**WORK REQUEST**
Copy each line of the listing that includes "connections".

**DATA SECTION**
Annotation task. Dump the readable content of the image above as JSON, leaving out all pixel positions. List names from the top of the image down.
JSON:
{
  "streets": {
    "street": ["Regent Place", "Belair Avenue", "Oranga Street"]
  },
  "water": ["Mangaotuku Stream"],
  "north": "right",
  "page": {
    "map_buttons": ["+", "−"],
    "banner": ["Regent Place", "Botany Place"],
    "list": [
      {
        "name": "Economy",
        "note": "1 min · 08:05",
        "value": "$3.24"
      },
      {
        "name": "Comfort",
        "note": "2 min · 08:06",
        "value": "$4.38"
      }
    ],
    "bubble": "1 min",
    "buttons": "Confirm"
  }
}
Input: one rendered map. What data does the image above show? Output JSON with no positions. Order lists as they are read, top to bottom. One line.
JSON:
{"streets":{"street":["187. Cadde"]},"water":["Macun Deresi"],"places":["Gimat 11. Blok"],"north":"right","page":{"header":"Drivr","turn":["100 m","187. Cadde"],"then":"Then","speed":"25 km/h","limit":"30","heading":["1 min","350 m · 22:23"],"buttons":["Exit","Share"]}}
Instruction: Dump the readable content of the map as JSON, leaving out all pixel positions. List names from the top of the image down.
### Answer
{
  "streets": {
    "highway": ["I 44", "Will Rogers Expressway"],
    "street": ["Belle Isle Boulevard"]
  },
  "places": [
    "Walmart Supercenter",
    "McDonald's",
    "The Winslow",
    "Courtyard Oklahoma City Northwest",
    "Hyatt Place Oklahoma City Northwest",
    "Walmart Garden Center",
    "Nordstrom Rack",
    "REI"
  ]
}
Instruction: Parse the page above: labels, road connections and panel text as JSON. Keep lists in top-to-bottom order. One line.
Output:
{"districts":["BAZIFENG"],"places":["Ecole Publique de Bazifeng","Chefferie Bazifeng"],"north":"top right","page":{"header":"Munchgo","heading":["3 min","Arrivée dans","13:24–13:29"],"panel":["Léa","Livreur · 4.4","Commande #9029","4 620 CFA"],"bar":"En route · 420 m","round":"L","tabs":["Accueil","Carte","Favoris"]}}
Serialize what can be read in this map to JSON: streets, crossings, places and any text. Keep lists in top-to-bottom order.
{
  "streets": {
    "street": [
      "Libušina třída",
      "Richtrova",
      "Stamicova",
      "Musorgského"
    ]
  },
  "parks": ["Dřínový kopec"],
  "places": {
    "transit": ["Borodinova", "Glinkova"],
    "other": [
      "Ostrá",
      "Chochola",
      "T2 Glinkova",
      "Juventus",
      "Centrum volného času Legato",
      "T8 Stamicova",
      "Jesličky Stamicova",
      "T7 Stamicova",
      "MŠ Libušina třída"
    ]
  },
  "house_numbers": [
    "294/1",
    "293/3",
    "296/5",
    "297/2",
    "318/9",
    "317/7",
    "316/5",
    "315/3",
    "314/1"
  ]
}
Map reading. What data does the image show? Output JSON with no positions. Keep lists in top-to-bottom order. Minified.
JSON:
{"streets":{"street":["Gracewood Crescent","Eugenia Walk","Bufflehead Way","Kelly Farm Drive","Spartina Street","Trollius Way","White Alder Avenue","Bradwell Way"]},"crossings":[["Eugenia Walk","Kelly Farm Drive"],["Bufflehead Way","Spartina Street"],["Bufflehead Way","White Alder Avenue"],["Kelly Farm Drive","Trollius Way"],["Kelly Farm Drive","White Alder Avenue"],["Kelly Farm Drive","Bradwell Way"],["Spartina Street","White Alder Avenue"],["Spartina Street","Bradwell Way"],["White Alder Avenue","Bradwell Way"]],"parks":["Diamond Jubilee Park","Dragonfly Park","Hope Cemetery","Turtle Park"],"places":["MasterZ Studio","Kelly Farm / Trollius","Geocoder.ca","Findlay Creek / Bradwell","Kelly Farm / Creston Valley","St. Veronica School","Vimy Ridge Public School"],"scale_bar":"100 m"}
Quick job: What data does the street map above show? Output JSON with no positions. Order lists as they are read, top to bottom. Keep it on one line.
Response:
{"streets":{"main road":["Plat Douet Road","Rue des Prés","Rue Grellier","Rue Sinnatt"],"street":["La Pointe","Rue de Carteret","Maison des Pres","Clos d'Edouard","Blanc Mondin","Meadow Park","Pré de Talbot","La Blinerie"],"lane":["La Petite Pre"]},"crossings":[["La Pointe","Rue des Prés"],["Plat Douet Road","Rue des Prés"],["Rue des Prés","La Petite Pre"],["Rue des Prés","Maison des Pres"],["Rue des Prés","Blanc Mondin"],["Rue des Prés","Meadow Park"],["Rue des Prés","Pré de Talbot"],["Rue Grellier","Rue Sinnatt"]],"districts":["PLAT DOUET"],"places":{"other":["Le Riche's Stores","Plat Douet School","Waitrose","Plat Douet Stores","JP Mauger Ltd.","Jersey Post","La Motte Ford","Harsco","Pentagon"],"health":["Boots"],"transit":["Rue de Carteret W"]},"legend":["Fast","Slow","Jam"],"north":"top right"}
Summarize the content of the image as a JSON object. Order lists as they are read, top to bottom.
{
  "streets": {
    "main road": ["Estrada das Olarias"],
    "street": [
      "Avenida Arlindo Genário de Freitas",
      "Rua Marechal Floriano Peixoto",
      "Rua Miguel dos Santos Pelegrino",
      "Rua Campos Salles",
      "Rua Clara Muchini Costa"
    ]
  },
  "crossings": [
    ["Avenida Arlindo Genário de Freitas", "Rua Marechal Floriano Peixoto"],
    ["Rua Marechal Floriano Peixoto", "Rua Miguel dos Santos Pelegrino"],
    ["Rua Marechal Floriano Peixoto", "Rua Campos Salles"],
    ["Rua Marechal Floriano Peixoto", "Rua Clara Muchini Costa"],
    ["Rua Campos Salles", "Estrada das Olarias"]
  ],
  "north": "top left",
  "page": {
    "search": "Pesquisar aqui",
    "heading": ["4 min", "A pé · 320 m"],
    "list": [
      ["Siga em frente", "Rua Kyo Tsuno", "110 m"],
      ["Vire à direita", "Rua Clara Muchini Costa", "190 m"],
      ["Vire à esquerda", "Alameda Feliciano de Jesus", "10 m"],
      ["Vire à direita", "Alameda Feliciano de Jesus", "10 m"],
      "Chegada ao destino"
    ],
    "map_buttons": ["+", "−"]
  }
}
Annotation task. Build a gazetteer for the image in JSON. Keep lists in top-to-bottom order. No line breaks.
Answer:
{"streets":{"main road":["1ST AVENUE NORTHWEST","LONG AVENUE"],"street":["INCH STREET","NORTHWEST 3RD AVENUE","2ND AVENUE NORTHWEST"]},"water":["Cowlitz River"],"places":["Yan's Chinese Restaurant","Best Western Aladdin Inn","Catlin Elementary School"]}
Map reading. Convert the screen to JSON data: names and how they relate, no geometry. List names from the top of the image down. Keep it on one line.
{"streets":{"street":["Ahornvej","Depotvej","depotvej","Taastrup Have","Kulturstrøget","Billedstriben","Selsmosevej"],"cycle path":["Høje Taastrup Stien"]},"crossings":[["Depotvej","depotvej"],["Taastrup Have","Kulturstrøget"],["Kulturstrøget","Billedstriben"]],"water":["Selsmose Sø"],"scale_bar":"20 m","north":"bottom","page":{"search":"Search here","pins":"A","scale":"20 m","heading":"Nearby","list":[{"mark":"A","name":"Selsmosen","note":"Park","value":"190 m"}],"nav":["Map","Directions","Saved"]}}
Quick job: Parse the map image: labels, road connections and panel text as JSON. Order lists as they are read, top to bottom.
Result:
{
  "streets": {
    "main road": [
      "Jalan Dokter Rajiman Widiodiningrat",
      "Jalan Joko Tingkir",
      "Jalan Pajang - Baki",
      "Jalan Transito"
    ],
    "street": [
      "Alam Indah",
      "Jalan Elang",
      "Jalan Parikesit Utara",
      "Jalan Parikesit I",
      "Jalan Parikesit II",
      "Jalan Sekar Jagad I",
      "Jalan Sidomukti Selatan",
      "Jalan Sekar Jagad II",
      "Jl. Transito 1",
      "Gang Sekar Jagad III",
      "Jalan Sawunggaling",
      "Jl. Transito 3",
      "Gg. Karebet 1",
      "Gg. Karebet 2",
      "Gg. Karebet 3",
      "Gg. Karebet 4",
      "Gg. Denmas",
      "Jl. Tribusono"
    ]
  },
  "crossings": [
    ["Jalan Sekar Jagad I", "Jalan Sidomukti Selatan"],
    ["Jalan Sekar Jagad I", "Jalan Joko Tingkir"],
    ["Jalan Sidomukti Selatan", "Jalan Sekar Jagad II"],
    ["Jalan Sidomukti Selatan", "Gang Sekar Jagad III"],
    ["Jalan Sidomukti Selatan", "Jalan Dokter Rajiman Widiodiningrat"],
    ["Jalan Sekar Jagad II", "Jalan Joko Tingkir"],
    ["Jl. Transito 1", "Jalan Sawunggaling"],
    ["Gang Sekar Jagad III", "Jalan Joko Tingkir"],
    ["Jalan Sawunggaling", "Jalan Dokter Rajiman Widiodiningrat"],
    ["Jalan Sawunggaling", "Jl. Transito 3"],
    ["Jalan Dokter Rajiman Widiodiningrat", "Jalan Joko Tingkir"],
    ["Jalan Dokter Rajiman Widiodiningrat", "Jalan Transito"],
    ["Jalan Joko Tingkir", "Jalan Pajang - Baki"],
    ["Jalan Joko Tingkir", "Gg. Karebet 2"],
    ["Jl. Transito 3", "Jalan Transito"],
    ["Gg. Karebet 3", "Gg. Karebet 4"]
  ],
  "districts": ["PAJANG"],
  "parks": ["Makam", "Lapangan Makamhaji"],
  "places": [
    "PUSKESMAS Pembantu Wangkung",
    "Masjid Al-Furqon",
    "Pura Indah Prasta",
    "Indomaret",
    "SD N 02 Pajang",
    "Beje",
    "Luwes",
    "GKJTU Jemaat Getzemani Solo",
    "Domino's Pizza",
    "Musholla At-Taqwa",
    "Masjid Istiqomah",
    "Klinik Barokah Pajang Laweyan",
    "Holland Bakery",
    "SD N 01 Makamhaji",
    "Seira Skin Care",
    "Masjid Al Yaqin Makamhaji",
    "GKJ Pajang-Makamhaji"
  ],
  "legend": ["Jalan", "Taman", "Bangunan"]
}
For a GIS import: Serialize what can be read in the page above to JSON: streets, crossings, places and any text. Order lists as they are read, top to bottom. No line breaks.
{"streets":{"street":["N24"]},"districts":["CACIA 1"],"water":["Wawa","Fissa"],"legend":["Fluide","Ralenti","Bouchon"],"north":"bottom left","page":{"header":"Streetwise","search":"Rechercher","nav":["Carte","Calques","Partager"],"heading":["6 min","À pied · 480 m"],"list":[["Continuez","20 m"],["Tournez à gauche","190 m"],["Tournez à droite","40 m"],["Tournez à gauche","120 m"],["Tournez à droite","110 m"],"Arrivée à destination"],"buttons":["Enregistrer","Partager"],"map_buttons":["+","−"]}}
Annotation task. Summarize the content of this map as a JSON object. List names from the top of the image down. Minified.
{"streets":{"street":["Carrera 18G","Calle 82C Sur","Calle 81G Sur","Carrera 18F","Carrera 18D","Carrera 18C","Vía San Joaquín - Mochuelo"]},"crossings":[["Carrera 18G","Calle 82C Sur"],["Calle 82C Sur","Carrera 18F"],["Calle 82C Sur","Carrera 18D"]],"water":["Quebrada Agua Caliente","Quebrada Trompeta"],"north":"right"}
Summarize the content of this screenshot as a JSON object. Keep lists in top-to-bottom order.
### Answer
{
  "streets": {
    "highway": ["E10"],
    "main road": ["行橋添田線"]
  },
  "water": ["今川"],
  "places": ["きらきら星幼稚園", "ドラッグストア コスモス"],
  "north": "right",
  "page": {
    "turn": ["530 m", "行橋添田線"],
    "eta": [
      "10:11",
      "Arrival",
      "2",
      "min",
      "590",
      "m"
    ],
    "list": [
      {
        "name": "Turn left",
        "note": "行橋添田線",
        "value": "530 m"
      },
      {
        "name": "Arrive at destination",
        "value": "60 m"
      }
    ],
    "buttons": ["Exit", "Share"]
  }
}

**RESULT BELOW**
Instruction: Parse the page above: labels, road connections and panel text as JSON. Keep lists in top-to-bottom order. One line.
Quick job: Parse the map image: labels, road connections and panel text as JSON. Order lists as they are read, top to bottom.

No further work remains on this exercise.